(Dataset entries)
____

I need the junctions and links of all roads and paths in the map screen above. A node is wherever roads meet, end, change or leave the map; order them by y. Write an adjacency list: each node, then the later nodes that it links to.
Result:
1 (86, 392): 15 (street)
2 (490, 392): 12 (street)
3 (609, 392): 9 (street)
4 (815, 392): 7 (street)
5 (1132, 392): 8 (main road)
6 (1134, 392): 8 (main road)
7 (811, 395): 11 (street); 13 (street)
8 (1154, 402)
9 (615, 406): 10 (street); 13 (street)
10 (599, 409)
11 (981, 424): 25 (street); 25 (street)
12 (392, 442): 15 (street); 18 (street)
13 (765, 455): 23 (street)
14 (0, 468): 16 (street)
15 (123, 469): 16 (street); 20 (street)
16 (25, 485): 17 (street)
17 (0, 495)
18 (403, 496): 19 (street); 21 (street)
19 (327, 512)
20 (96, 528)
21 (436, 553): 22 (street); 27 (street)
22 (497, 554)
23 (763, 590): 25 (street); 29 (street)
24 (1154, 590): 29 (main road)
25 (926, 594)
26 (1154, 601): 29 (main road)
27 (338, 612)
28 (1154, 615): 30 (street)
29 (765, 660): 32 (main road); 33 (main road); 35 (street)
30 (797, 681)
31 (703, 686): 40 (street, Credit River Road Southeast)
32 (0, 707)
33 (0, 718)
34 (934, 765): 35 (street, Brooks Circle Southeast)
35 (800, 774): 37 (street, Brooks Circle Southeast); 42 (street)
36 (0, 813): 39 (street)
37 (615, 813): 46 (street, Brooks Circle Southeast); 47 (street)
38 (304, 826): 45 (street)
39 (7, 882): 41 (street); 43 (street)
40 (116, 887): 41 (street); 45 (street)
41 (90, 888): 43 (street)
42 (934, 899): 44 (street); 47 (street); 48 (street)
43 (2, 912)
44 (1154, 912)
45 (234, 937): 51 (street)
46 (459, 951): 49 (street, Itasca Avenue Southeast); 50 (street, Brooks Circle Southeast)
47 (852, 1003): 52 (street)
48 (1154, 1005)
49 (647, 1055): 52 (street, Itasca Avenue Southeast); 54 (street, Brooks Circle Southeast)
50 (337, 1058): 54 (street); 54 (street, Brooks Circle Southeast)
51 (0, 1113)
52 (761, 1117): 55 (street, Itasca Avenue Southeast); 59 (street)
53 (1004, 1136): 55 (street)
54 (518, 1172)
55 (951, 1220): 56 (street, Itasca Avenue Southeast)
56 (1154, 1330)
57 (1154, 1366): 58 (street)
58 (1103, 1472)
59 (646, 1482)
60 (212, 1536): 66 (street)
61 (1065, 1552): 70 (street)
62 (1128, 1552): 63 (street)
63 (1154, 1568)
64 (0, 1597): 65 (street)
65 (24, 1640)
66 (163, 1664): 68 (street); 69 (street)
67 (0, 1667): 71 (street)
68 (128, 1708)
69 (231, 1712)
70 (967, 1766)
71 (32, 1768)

____

* EXERCISE BRIEF: Please write out all the data above, exactly as it reads.

* EXERCISE RESPONSE:
I need the junctions and links of all roads and paths in the map screen above. A node is wherever roads meet, end, change or leave the map; order them by y. Write an adjacency list: each node, then the later nodes that it links to.
Result:
1 (86, 392): 15 (street)
2 (490, 392): 12 (street)
3 (609, 392): 9 (street)
4 (815, 392): 7 (street)
5 (1132, 392): 8 (main road)
6 (1134, 392): 8 (main road)
7 (811, 395): 11 (street); 13 (street)
8 (1154, 402)
9 (615, 406): 10 (street); 13 (street)
10 (599, 409)
11 (981, 424): 25 (street); 25 (street)
12 (392, 442): 15 (street); 18 (street)
13 (765, 455): 23 (street)
14 (0, 468): 16 (street)
15 (123, 469): 16 (street); 20 (street)
16 (25, 485): 17 (street)
17 (0, 495)
18 (403, 496): 19 (street); 21 (street)
19 (327, 512)
20 (96, 528)
21 (436, 553): 22 (street); 27 (street)
22 (497, 554)
23 (763, 590): 25 (street); 29 (street)
24 (1154, 590): 29 (main road)
25 (926, 594)
26 (1154, 601): 29 (main road)
27 (338, 612)
28 (1154, 615): 30 (street)
29 (765, 660): 32 (main road); 33 (main road); 35 (street)
30 (797, 681)
31 (703, 686): 40 (street, Credit River Road Southeast)
32 (0, 707)
33 (0, 718)
34 (934, 765): 35 (street, Brooks Circle Southeast)
35 (800, 774): 37 (street, Brooks Circle Southeast); 42 (street)
36 (0, 813): 39 (street)
37 (615, 813): 46 (street, Brooks Circle Southeast); 47 (street)
38 (304, 826): 45 (street)
39 (7, 882): 41 (street); 43 (street)
40 (116, 887): 41 (street); 45 (street)
41 (90, 888): 43 (street)
42 (934, 899): 44 (street); 47 (street); 48 (street)
43 (2, 912)
44 (1154, 912)
45 (234, 937): 51 (street)
46 (459, 951): 49 (street, Itasca Avenue Southeast); 50 (street, Brooks Circle Southeast)
47 (852, 1003): 52 (street)
48 (1154, 1005)
49 (647, 1055): 52 (street, Itasca Avenue Southeast); 54 (street, Brooks Circle Southeast)
50 (337, 1058): 54 (street); 54 (street, Brooks Circle Southeast)
51 (0, 1113)
52 (761, 1117): 55 (street, Itasca Avenue Southeast); 59 (street)
53 (1004, 1136): 55 (street)
54 (518, 1172)
55 (951, 1220): 56 (street, Itasca Avenue Southeast)
56 (1154, 1330)
57 (1154, 1366): 58 (street)
58 (1103, 1472)
59 (646, 1482)
60 (212, 1536): 66 (street)
61 (1065, 1552): 70 (street)
62 (1128, 1552): 63 (street)
63 (1154, 1568)
64 (0, 1597): 65 (street)
65 (24, 1640)
66 (163, 1664): 68 (street); 69 (street)
67 (0, 1667): 71 (street)
68 (128, 1708)
69 (231, 1712)
70 (967, 1766)
71 (32, 1768)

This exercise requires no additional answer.